**Exercise instructions:** Look through the records and copy each line with the string "יצחק" in it.

++++ Task material

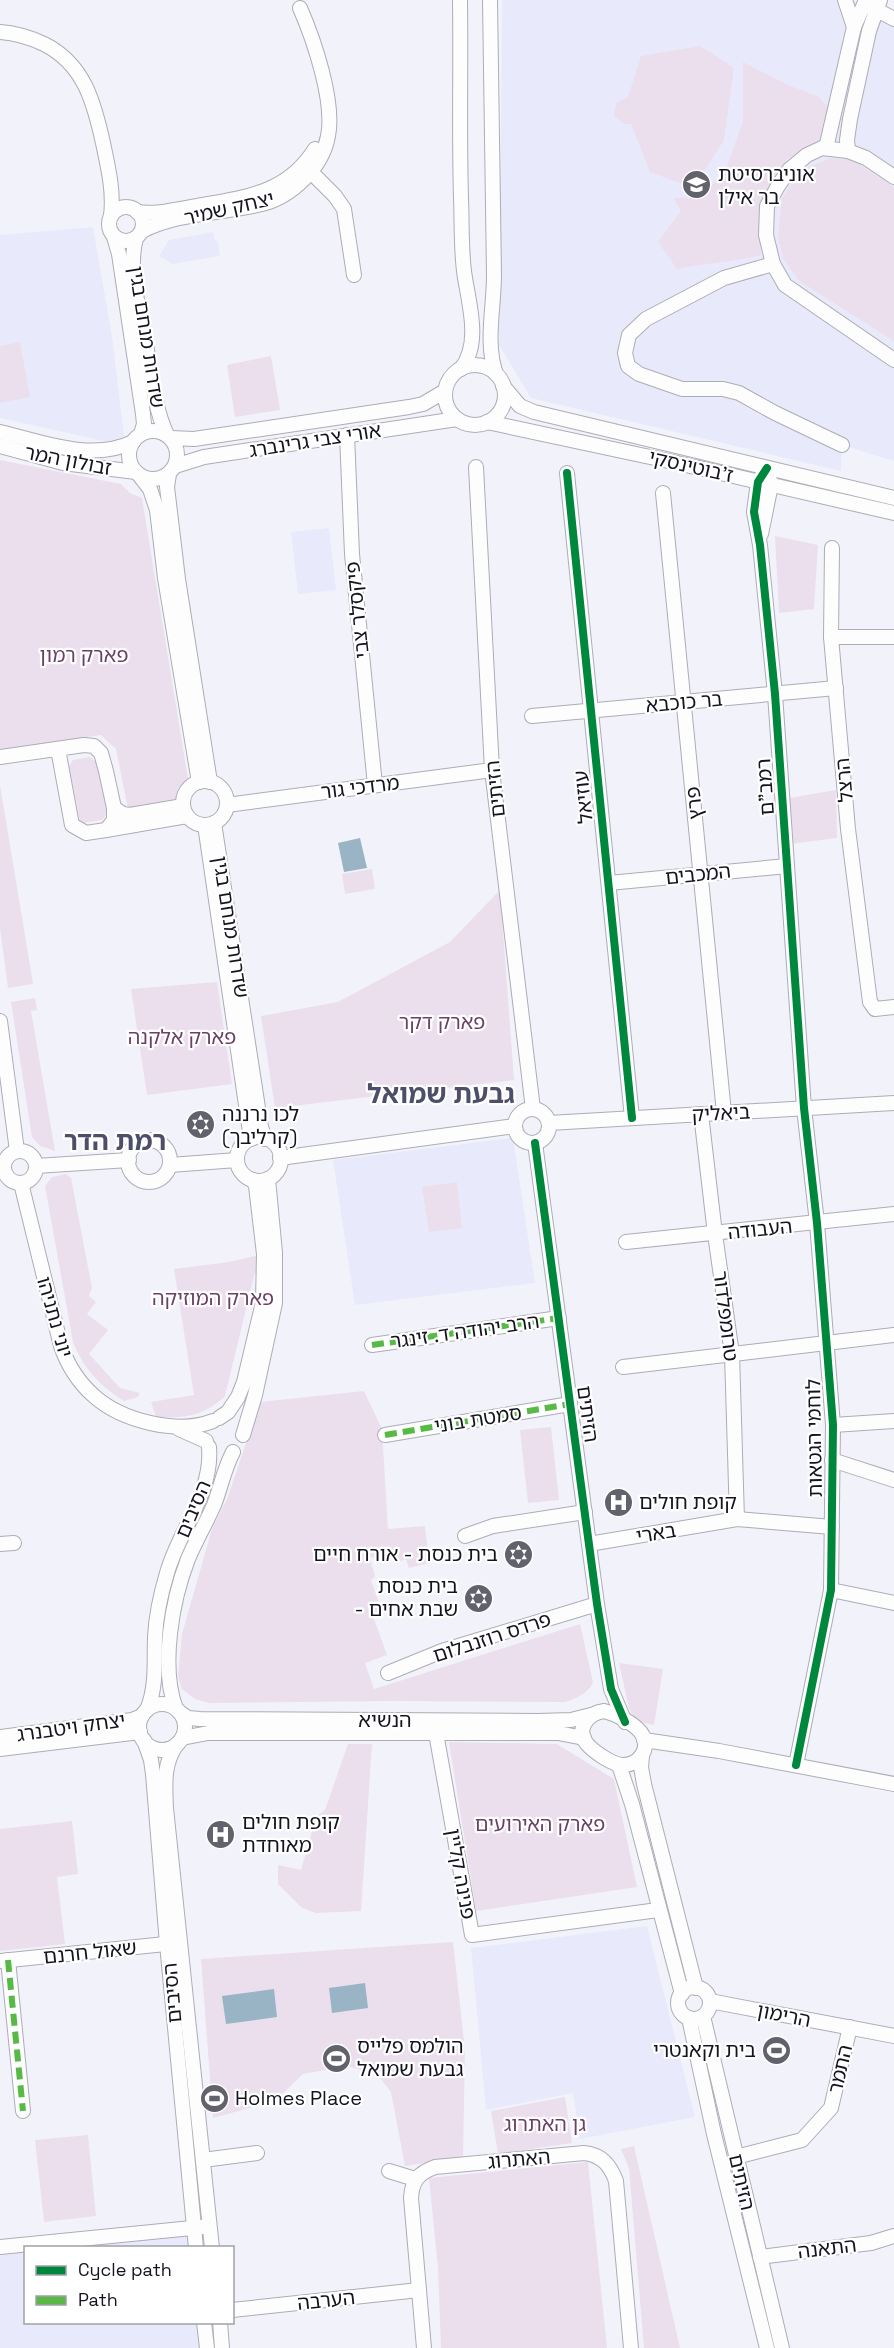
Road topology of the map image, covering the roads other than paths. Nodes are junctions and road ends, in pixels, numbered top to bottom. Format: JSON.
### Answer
{"nodes":[{"id":1,"x":460,"y":0,"type":"edge"},
{"id":2,"x":490,"y":0,"type":"edge"},
{"id":3,"x":845,"y":0,"type":"edge"},
{"id":4,"x":863,"y":1,"type":"edge"},
{"id":5,"x":297,"y":3,"type":"edge"},
{"id":6,"x":878,"y":5,"type":"edge"},
{"id":7,"x":894,"y":19,"type":"edge"},
{"id":8,"x":854,"y":27,"type":"junction"},
{"id":9,"x":0,"y":32,"type":"edge"},
{"id":10,"x":826,"y":148,"type":"junction"},
{"id":11,"x":848,"y":151,"type":"junction"},
{"id":12,"x":307,"y":169,"type":"junction"},
{"id":13,"x":109,"y":172,"type":"junction"},
{"id":14,"x":894,"y":177,"type":"edge"},
{"id":15,"x":134,"y":210,"type":"junction"},
{"id":16,"x":111,"y":216,"type":"junction"},
{"id":17,"x":139,"y":234,"type":"junction"},
{"id":18,"x":114,"y":237,"type":"junction"},
{"id":19,"x":773,"y":264,"type":"junction"},
{"id":20,"x":354,"y":275,"type":"dead end"},
{"id":21,"x":894,"y":360,"type":"edge"},
{"id":22,"x":461,"y":369,"type":"junction"},
{"id":23,"x":500,"y":380,"type":"junction"},
{"id":24,"x":445,"y":391,"type":"junction"},
{"id":25,"x":457,"y":418,"type":"junction"},
{"id":26,"x":488,"y":422,"type":"junction"},
{"id":27,"x":0,"y":432,"type":"edge"},
{"id":28,"x":347,"y":435,"type":"junction"},
{"id":29,"x":169,"y":436,"type":"junction"},
{"id":30,"x":137,"y":438,"type":"junction"},
{"id":31,"x":842,"y":445,"type":"dead end"},
{"id":32,"x":0,"y":446,"type":"edge"},
{"id":33,"x":476,"y":467,"type":"dead end"},
{"id":34,"x":767,"y":468,"type":"junction"},
{"id":35,"x":172,"y":470,"type":"junction"},
{"id":36,"x":567,"y":473,"type":"dead end"},
{"id":37,"x":138,"y":474,"type":"junction"},
{"id":38,"x":764,"y":483,"type":"junction"},
{"id":39,"x":663,"y":493,"type":"dead end"},
{"id":40,"x":892,"y":497,"type":"edge"},
{"id":41,"x":894,"y":513,"type":"edge"},
{"id":42,"x":832,"y":548,"type":"dead end"},
{"id":43,"x":831,"y":637,"type":"junction"},
{"id":44,"x":894,"y":637,"type":"edge"},
{"id":45,"x":836,"y":688,"type":"junction"},
{"id":46,"x":775,"y":694,"type":"junction"},
{"id":47,"x":684,"y":702,"type":"junction"},
{"id":48,"x":591,"y":710,"type":"junction"},
{"id":49,"x":532,"y":716,"type":"dead end"},
{"id":50,"x":58,"y":749,"type":"junction"},
{"id":51,"x":0,"y":757,"type":"edge"},
{"id":52,"x":492,"y":770,"type":"junction"},
{"id":53,"x":204,"y":782,"type":"junction"},
{"id":54,"x":375,"y":785,"type":"junction"},
{"id":55,"x":226,"y":805,"type":"junction"},
{"id":56,"x":114,"y":808,"type":"junction"},
{"id":57,"x":185,"y":811,"type":"junction"},
{"id":58,"x":210,"y":824,"type":"junction"},
{"id":59,"x":106,"y":830,"type":"junction"},
{"id":60,"x":787,"y":866,"type":"junction"},
{"id":61,"x":700,"y":873,"type":"junction"},
{"id":62,"x":609,"y":883,"type":"junction"},
{"id":63,"x":894,"y":1007,"type":"edge"},
{"id":64,"x":0,"y":1020,"type":"edge"},
{"id":65,"x":894,"y":1103,"type":"edge"},
{"id":66,"x":804,"y":1108,"type":"junction"},
{"id":67,"x":533,"y":1109,"type":"junction"},
{"id":68,"x":724,"y":1113,"type":"junction"},
{"id":69,"x":701,"y":1114,"type":"junction"},
{"id":70,"x":632,"y":1118,"type":"junction"},
{"id":71,"x":549,"y":1123,"type":"junction"},
{"id":72,"x":515,"y":1126,"type":"junction"},
{"id":73,"x":251,"y":1139,"type":"junction"},
{"id":74,"x":265,"y":1139,"type":"junction"},
{"id":75,"x":535,"y":1143,"type":"junction"},
{"id":76,"x":17,"y":1151,"type":"junction"},
{"id":77,"x":280,"y":1158,"type":"junction"},
{"id":78,"x":129,"y":1160,"type":"junction"},
{"id":79,"x":237,"y":1160,"type":"junction"},
{"id":80,"x":170,"y":1164,"type":"junction"},
{"id":81,"x":36,"y":1166,"type":"junction"},
{"id":82,"x":2,"y":1168,"type":"edge"},
{"id":83,"x":268,"y":1179,"type":"junction"},
{"id":84,"x":253,"y":1180,"type":"junction"},
{"id":85,"x":21,"y":1183,"type":"junction"},
{"id":86,"x":894,"y":1214,"type":"edge"},
{"id":87,"x":817,"y":1223,"type":"junction"},
{"id":88,"x":715,"y":1234,"type":"junction"},
{"id":89,"x":626,"y":1242,"type":"dead end"},
{"id":90,"x":558,"y":1318,"type":"junction"},
{"id":91,"x":894,"y":1335,"type":"edge"},
{"id":92,"x":826,"y":1343,"type":"junction"},
{"id":93,"x":372,"y":1345,"type":"dead end"},
{"id":94,"x":732,"y":1354,"type":"junction"},
{"id":95,"x":623,"y":1367,"type":"dead end"},
{"id":96,"x":570,"y":1404,"type":"junction"},
{"id":97,"x":216,"y":1420,"type":"junction"},
{"id":98,"x":894,"y":1421,"type":"edge"},
{"id":99,"x":833,"y":1425,"type":"junction"},
{"id":100,"x":171,"y":1426,"type":"junction"},
{"id":101,"x":243,"y":1435,"type":"junction"},
{"id":102,"x":385,"y":1435,"type":"dead end"},
{"id":103,"x":208,"y":1444,"type":"junction"},
{"id":104,"x":233,"y":1452,"type":"junction"},
{"id":105,"x":832,"y":1460,"type":"junction"},
{"id":106,"x":894,"y":1480,"type":"edge"},
{"id":107,"x":585,"y":1512,"type":"junction"},
{"id":108,"x":737,"y":1519,"type":"junction"},
{"id":109,"x":832,"y":1527,"type":"junction"},
{"id":110,"x":465,"y":1536,"type":"dead end"},
{"id":111,"x":589,"y":1544,"type":"junction"},
{"id":112,"x":831,"y":1590,"type":"junction"},
{"id":113,"x":894,"y":1603,"type":"edge"},
{"id":114,"x":597,"y":1604,"type":"junction"},
{"id":115,"x":388,"y":1673,"type":"dead end"},
{"id":116,"x":611,"y":1689,"type":"junction"},
{"id":117,"x":178,"y":1710,"type":"junction"},
{"id":118,"x":145,"y":1713,"type":"junction"},
{"id":119,"x":598,"y":1713,"type":"junction"},
{"id":120,"x":625,"y":1722,"type":"junction"},
{"id":121,"x":436,"y":1733,"type":"junction"},
{"id":122,"x":142,"y":1736,"type":"junction"},
{"id":123,"x":0,"y":1737,"type":"edge"},
{"id":124,"x":584,"y":1738,"type":"junction"},
{"id":125,"x":644,"y":1740,"type":"junction"},
{"id":126,"x":179,"y":1741,"type":"junction"},
{"id":127,"x":0,"y":1749,"type":"edge"},
{"id":128,"x":642,"y":1756,"type":"junction"},
{"id":129,"x":619,"y":1764,"type":"junction"},
{"id":130,"x":796,"y":1765,"type":"junction"},
{"id":131,"x":894,"y":1784,"type":"edge"},
{"id":132,"x":658,"y":1910,"type":"junction"},
{"id":133,"x":174,"y":1943,"type":"junction"},
{"id":134,"x":4,"y":1961,"type":"edge"},
{"id":135,"x":696,"y":1988,"type":"junction"},
{"id":136,"x":681,"y":1994,"type":"junction"},
{"id":137,"x":710,"y":2001,"type":"junction"},
{"id":138,"x":703,"y":2016,"type":"junction"},
{"id":139,"x":689,"y":2018,"type":"junction"},
{"id":140,"x":850,"y":2027,"type":"junction"},
{"id":141,"x":894,"y":2036,"type":"edge"},
{"id":142,"x":23,"y":2111,"type":"dead end"},
{"id":143,"x":257,"y":2152,"type":"dead end"},
{"id":144,"x":736,"y":2157,"type":"junction"},
{"id":145,"x":203,"y":2160,"type":"junction"},
{"id":146,"x":389,"y":2171,"type":"dead end"},
{"id":147,"x":415,"y":2179,"type":"junction"},
{"id":148,"x":210,"y":2227,"type":"junction"},
{"id":149,"x":194,"y":2228,"type":"junction"},
{"id":150,"x":894,"y":2236,"type":"edge"},
{"id":151,"x":196,"y":2246,"type":"edge"},
{"id":152,"x":212,"y":2246,"type":"edge"},
{"id":153,"x":0,"y":2247,"type":"edge"},
{"id":154,"x":760,"y":2257,"type":"junction"},
{"id":155,"x":418,"y":2290,"type":"junction"},
{"id":156,"x":234,"y":2310,"type":"edge"},
{"id":157,"x":204,"y":2324,"type":"edge"},
{"id":158,"x":220,"y":2324,"type":"edge"},
{"id":159,"x":207,"y":2348,"type":"edge"},
{"id":160,"x":222,"y":2348,"type":"edge"},
{"id":161,"x":424,"y":2348,"type":"edge"},
{"id":162,"x":631,"y":2348,"type":"edge"},
{"id":163,"x":767,"y":2348,"type":"edge"},
{"id":164,"x":782,"y":2348,"type":"edge"}],
"edges":[{"from":1,"to":22,"type":"street"},
{"from":2,"to":23,"type":"street"},
{"from":3,"to":8,"type":"street"},
{"from":4,"to":6,"type":"street"},
{"from":4,"to":8,"type":"street"},
{"from":5,"to":12,"type":"street","name":"יצחק שמיר"},
{"from":6,"to":7,"type":"street"},
{"from":6,"to":11,"type":"street"},
{"from":8,"to":10,"type":"street"},
{"from":9,"to":13,"type":"street"},
{"from":10,"to":11,"type":"street"},
{"from":10,"to":19,"type":"street"},
{"from":11,"to":14,"type":"street"},
{"from":12,"to":15,"type":"street","name":"יצחק שמיר"},
{"from":12,"to":17,"type":"street","name":"יצחק שמיר"},
{"from":12,"to":20,"type":"street"},
{"from":13,"to":15,"type":"street"},
{"from":13,"to":16,"type":"street"},
{"from":15,"to":16,"type":"street"},
{"from":15,"to":17,"type":"street"},
{"from":16,"to":18,"type":"street"},
{"from":17,"to":18,"type":"street"},
{"from":17,"to":29,"type":"street","name":"שדרות מנחם בגין"},
{"from":18,"to":30,"type":"street","name":"שדרות מנחם בגין"},
{"from":19,"to":21,"type":"street"},
{"from":19,"to":31,"type":"street"},
{"from":22,"to":23,"type":"street"},
{"from":22,"to":24,"type":"street"},
{"from":23,"to":26,"type":"street"},
{"from":23,"to":34,"type":"street","name":"ז'בוטינסקי"},
{"from":24,"to":25,"type":"street"},
{"from":24,"to":29,"type":"street","name":"אורי צבי גרינברג"},
{"from":25,"to":26,"type":"street"},
{"from":25,"to":28,"type":"street","name":"אורי צבי גרינברג"},
{"from":26,"to":38,"type":"street","name":"ז'בוטינסקי"},
{"from":27,"to":30,"type":"street","name":"זבולון המר"},
{"from":28,"to":35,"type":"street","name":"אורי צבי גרינברג"},
{"from":28,"to":54,"type":"street","name":"פיקסלר צבי"},
{"from":29,"to":30,"type":"street"},
{"from":29,"to":35,"type":"street"},
{"from":30,"to":37,"type":"street"},
{"from":32,"to":37,"type":"street","name":"זבולון המר"},
{"from":33,"to":52,"type":"street","name":"הזיתים"},
{"from":34,"to":38,"type":"street","name":"רמב\"ם"},
{"from":34,"to":40,"type":"street","name":"ז'בוטינסקי"},
{"from":35,"to":37,"type":"street"},
{"from":35,"to":53,"type":"street"},
{"from":36,"to":48,"type":"street","name":"עוזיאל"},
{"from":37,"to":53,"type":"street"},
{"from":38,"to":41,"type":"street","name":"ז'בוטינסקי"},
{"from":38,"to":46,"type":"street","name":"רמב\"ם"},
{"from":39,"to":47,"type":"street","name":"פרץ"},
{"from":42,"to":43,"type":"street","name":"הרצל"},
{"from":43,"to":44,"type":"street"},
{"from":43,"to":45,"type":"street","name":"הרצל"},
{"from":45,"to":46,"type":"street","name":"בר כוכבא"},
{"from":45,"to":63,"type":"street","name":"הרצל"},
{"from":46,"to":47,"type":"street","name":"בר כוכבא"},
{"from":46,"to":60,"type":"street","name":"רמב\"ם"},
{"from":47,"to":48,"type":"street","name":"בר כוכבא"},
{"from":47,"to":61,"type":"street","name":"פרץ"},
{"from":48,"to":49,"type":"street","name":"בר כוכבא"},
{"from":48,"to":62,"type":"street","name":"עוזיאל"},
{"from":50,"to":51,"type":"street"},
{"from":50,"to":56,"type":"street"},
{"from":50,"to":59,"type":"street"},
{"from":52,"to":54,"type":"street","name":"מרדכי גור"},
{"from":52,"to":67,"type":"street","name":"הזיתים"},
{"from":53,"to":55,"type":"street"},
{"from":53,"to":57,"type":"street"},
{"from":54,"to":55,"type":"street","name":"מרדכי גור"},
{"from":55,"to":58,"type":"street"},
{"from":56,"to":57,"type":"street"},
{"from":56,"to":59,"type":"street"},
{"from":57,"to":58,"type":"street"},
{"from":57,"to":59,"type":"street"},
{"from":58,"to":73,"type":"street","name":"שדרות מנחם בגין"},
{"from":58,"to":74,"type":"street","name":"שדרות מנחם בגין"},
{"from":60,"to":61,"type":"street","name":"המכבים"},
{"from":60,"to":66,"type":"street","name":"רמב\"ם"},
{"from":61,"to":62,"type":"street","name":"המכבים"},
{"from":61,"to":68,"type":"street","name":"פרץ"},
{"from":62,"to":70,"type":"street","name":"עוזיאל"},
{"from":64,"to":76,"type":"street"},
{"from":65,"to":66,"type":"street","name":"ביאליק"},
{"from":66,"to":68,"type":"street","name":"ביאליק"},
{"from":66,"to":87,"type":"street","name":"לוחמי הגטאות"},
{"from":67,"to":71,"type":"street"},
{"from":67,"to":72,"type":"street"},
{"from":68,"to":69,"type":"street","name":"ביאליק"},
{"from":69,"to":70,"type":"street","name":"ביאליק"},
{"from":69,"to":88,"type":"street","name":"טרומפלדור"},
{"from":70,"to":71,"type":"street","name":"ביאליק"},
{"from":71,"to":75,"type":"street"},
{"from":72,"to":75,"type":"street"},
{"from":72,"to":77,"type":"street"},
{"from":73,"to":74,"type":"street"},
{"from":73,"to":79,"type":"street"},
{"from":74,"to":77,"type":"street"},
{"from":75,"to":90,"type":"street","name":"הזיתים"},
{"from":76,"to":81,"type":"street"},
{"from":76,"to":82,"type":"street"},
{"from":77,"to":83,"type":"street"},
{"from":78,"to":80,"type":"street"},
{"from":78,"to":80,"type":"street"},
{"from":78,"to":81,"type":"street"},
{"from":79,"to":80,"type":"street"},
{"from":79,"to":84,"type":"street"},
{"from":81,"to":85,"type":"street"},
{"from":82,"to":85,"type":"street"},
{"from":83,"to":84,"type":"street"},
{"from":83,"to":101,"type":"street"},
{"from":84,"to":97,"type":"street"},
{"from":85,"to":100,"type":"street","name":"יוני נתניהו"},
{"from":86,"to":87,"type":"street","name":"העבודה"},
{"from":87,"to":88,"type":"street","name":"העבודה"},
{"from":87,"to":92,"type":"street","name":"לוחמי הגטאות"},
{"from":88,"to":89,"type":"street","name":"העבודה"},
{"from":88,"to":94,"type":"street","name":"טרומפלדור"},
{"from":90,"to":93,"type":"street","name":"הרב יהודה ד. זינגר"},
{"from":90,"to":96,"type":"street","name":"הזיתים"},
{"from":91,"to":92,"type":"street"},
{"from":92,"to":94,"type":"street"},
{"from":92,"to":99,"type":"street","name":"לוחמי הגטאות"},
{"from":94,"to":95,"type":"street"},
{"from":94,"to":108,"type":"street","name":"טרומפלדור"},
{"from":96,"to":102,"type":"street","name":"סמטת בוני"},
{"from":96,"to":107,"type":"street","name":"הזיתים"},
{"from":97,"to":100,"type":"street","name":"יוני נתניהו"},
{"from":97,"to":101,"type":"street"},
{"from":97,"to":103,"type":"street"},
{"from":98,"to":99,"type":"street"},
{"from":99,"to":105,"type":"street","name":"לוחמי הגטאות"},
{"from":100,"to":103,"type":"street","name":"יוני נתניהו"},
{"from":101,"to":104,"type":"street"},
{"from":103,"to":104,"type":"street"},
{"from":103,"to":118,"type":"street","name":"הסיבים"},
{"from":104,"to":117,"type":"street","name":"הסיבים"},
{"from":105,"to":106,"type":"street"},
{"from":105,"to":109,"type":"street","name":"לוחמי הגטאות"},
{"from":107,"to":110,"type":"street"},
{"from":107,"to":111,"type":"street","name":"הזיתים"},
{"from":108,"to":109,"type":"street","name":"בארי"},
{"from":108,"to":111,"type":"street","name":"בארי"},
{"from":109,"to":112,"type":"street","name":"לוחמי הגטאות"},
{"from":111,"to":114,"type":"street","name":"הזיתים"},
{"from":112,"to":113,"type":"street"},
{"from":112,"to":130,"type":"street","name":"לוחמי הגטאות"},
{"from":114,"to":115,"type":"street","name":"פרדס רוזנבלום"},
{"from":114,"to":116,"type":"street","name":"הזיתים"},
{"from":116,"to":119,"type":"street","name":"הזיתים"},
{"from":116,"to":120,"type":"street","name":"הזיתים"},
{"from":117,"to":118,"type":"street"},
{"from":117,"to":119,"type":"street","name":"הנשיא"},
{"from":117,"to":126,"type":"street"},
{"from":118,"to":122,"type":"street"},
{"from":118,"to":123,"type":"street","name":"יצחק ויטבנרג"},
{"from":119,"to":120,"type":"street"},
{"from":119,"to":124,"type":"street"},
{"from":120,"to":125,"type":"street"},
{"from":121,"to":124,"type":"street","name":"הנשיא"},
{"from":121,"to":126,"type":"street","name":"הנשיא"},
{"from":121,"to":132,"type":"street","name":"פנינה קליין"},
{"from":122,"to":126,"type":"street"},
{"from":122,"to":127,"type":"street"},
{"from":122,"to":133,"type":"street","name":"הסיבים"},
{"from":124,"to":129,"type":"street"},
{"from":125,"to":128,"type":"street"},
{"from":125,"to":130,"type":"street"},
{"from":126,"to":133,"type":"street","name":"הסיבים"},
{"from":128,"to":129,"type":"street"},
{"from":128,"to":135,"type":"street"},
{"from":129,"to":132,"type":"street"},
{"from":130,"to":131,"type":"street"},
{"from":132,"to":136,"type":"street"},
{"from":133,"to":134,"type":"street","name":"שאול חרנם"},
{"from":133,"to":145,"type":"street","name":"הסיבים"},
{"from":133,"to":149,"type":"street","name":"הסיבים"},
{"from":134,"to":142,"type":"street"},
{"from":135,"to":136,"type":"street"},
{"from":135,"to":137,"type":"street"},
{"from":136,"to":139,"type":"street"},
{"from":137,"to":138,"type":"street"},
{"from":137,"to":140,"type":"street","name":"הרימון"},
{"from":138,"to":139,"type":"street"},
{"from":138,"to":144,"type":"street","name":"הזיתים"},
{"from":139,"to":163,"type":"street","name":"הזיתים"},
{"from":140,"to":141,"type":"street","name":"הרימון"},
{"from":140,"to":144,"type":"street","name":"התמר"},
{"from":143,"to":145,"type":"street"},
{"from":144,"to":154,"type":"street","name":"הזיתים"},
{"from":145,"to":148,"type":"street","name":"הסיבים"},
{"from":146,"to":147,"type":"street"},
{"from":147,"to":155,"type":"street"},
{"from":147,"to":162,"type":"street","name":"האתרוג"},
{"from":148,"to":149,"type":"street"},
{"from":148,"to":152,"type":"street","name":"הסיבים"},
{"from":149,"to":151,"type":"street","name":"הסיבים"},
{"from":149,"to":153,"type":"street"},
{"from":150,"to":154,"type":"street","name":"התאנה"},
{"from":154,"to":164,"type":"street","name":"הזיתים"},
{"from":155,"to":156,"type":"street","name":"הערבה"},
{"from":155,"to":161,"type":"street"},
{"from":157,"to":159,"type":"street"},
{"from":158,"to":160,"type":"street"}]}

++++++++

**Response to the task:**
{"from":5,"to":12,"type":"street","name":"יצחק שמיר"},
{"from":12,"to":15,"type":"street","name":"יצחק שמיר"},
{"from":12,"to":17,"type":"street","name":"יצחק שמיר"},
{"from":118,"to":123,"type":"street","name":"יצחק ויטבנרג"},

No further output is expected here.